*About this task:*
Beneath this task are records; print exactly the stretch of them from the line with "ring tip: (287, 276)" through the line with "middle tip: (233, 278)", both ends included.

####

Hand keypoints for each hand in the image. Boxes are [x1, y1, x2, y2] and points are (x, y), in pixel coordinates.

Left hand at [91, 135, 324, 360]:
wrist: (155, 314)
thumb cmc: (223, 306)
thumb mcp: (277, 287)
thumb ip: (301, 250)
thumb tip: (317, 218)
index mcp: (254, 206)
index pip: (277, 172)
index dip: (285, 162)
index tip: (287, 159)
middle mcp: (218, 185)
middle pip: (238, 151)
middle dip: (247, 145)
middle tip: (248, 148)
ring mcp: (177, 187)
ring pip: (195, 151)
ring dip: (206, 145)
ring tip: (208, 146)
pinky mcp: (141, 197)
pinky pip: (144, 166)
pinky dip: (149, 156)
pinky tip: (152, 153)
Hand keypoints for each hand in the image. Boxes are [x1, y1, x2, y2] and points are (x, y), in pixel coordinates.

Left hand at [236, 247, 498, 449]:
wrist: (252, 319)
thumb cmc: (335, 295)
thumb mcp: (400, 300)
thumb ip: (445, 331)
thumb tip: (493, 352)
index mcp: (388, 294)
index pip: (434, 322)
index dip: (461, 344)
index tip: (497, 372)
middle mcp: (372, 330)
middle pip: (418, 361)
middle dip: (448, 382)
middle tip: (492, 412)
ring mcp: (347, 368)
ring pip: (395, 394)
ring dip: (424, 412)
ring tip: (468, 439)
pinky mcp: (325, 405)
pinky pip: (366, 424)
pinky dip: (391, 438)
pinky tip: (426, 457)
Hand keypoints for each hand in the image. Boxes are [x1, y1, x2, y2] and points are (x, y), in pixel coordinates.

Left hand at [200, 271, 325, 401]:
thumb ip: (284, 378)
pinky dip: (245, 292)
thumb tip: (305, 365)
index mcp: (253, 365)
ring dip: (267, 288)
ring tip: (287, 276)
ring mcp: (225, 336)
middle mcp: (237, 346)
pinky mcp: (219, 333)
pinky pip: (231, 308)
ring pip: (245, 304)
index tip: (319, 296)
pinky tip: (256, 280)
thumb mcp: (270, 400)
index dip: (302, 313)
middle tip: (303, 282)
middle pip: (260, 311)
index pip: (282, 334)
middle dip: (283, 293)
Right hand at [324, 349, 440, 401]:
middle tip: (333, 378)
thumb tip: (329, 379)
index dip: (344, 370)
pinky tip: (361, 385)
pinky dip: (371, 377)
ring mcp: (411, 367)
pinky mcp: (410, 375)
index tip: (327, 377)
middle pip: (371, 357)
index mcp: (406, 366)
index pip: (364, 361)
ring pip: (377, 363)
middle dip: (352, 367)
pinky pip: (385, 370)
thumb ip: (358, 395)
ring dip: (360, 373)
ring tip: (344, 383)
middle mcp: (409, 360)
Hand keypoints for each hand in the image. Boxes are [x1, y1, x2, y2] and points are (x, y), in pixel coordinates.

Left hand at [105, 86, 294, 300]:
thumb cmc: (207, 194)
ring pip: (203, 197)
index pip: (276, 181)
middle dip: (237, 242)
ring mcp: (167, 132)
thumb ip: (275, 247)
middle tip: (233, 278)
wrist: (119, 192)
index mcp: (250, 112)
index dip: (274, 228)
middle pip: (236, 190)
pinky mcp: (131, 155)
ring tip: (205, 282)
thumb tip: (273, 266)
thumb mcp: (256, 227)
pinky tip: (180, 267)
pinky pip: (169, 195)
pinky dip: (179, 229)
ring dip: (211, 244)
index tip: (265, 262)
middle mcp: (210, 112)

####

*Solution to this task:*
ring tip: (287, 276)
ring mcp: (225, 336)
middle mcp: (237, 346)
pinky mcp: (219, 333)
pinky pip: (231, 308)
ring pip: (245, 304)
index tip: (319, 296)
pinky tip: (256, 280)
thumb mcp: (270, 400)
index dip: (302, 313)
middle tip: (303, 282)
middle pip: (260, 311)
index pip: (282, 334)
middle dip: (283, 293)
Right hand at [324, 349, 440, 401]:
middle tip: (333, 378)
thumb tip: (329, 379)
index dip: (344, 370)
pinky tip: (361, 385)
pinky dip: (371, 377)
ring mcp: (411, 367)
pinky mcp: (410, 375)
index tip: (327, 377)
middle pip: (371, 357)
index mcp: (406, 366)
index pip: (364, 361)
ring pip: (377, 363)
middle dip: (352, 367)
pinky pip: (385, 370)
thumb ip: (358, 395)
ring dip: (360, 373)
ring tip: (344, 383)
middle mcp: (409, 360)
Hand keypoints for each hand in the image. Boxes are [x1, y1, x2, y2] and points are (x, y), in pixel coordinates.

Left hand at [105, 86, 294, 300]:
thumb cmc: (207, 194)
ring pip: (203, 197)
index pip: (276, 181)
middle dip: (237, 242)
ring mcp: (167, 132)
thumb ip: (275, 247)
middle tip: (233, 278)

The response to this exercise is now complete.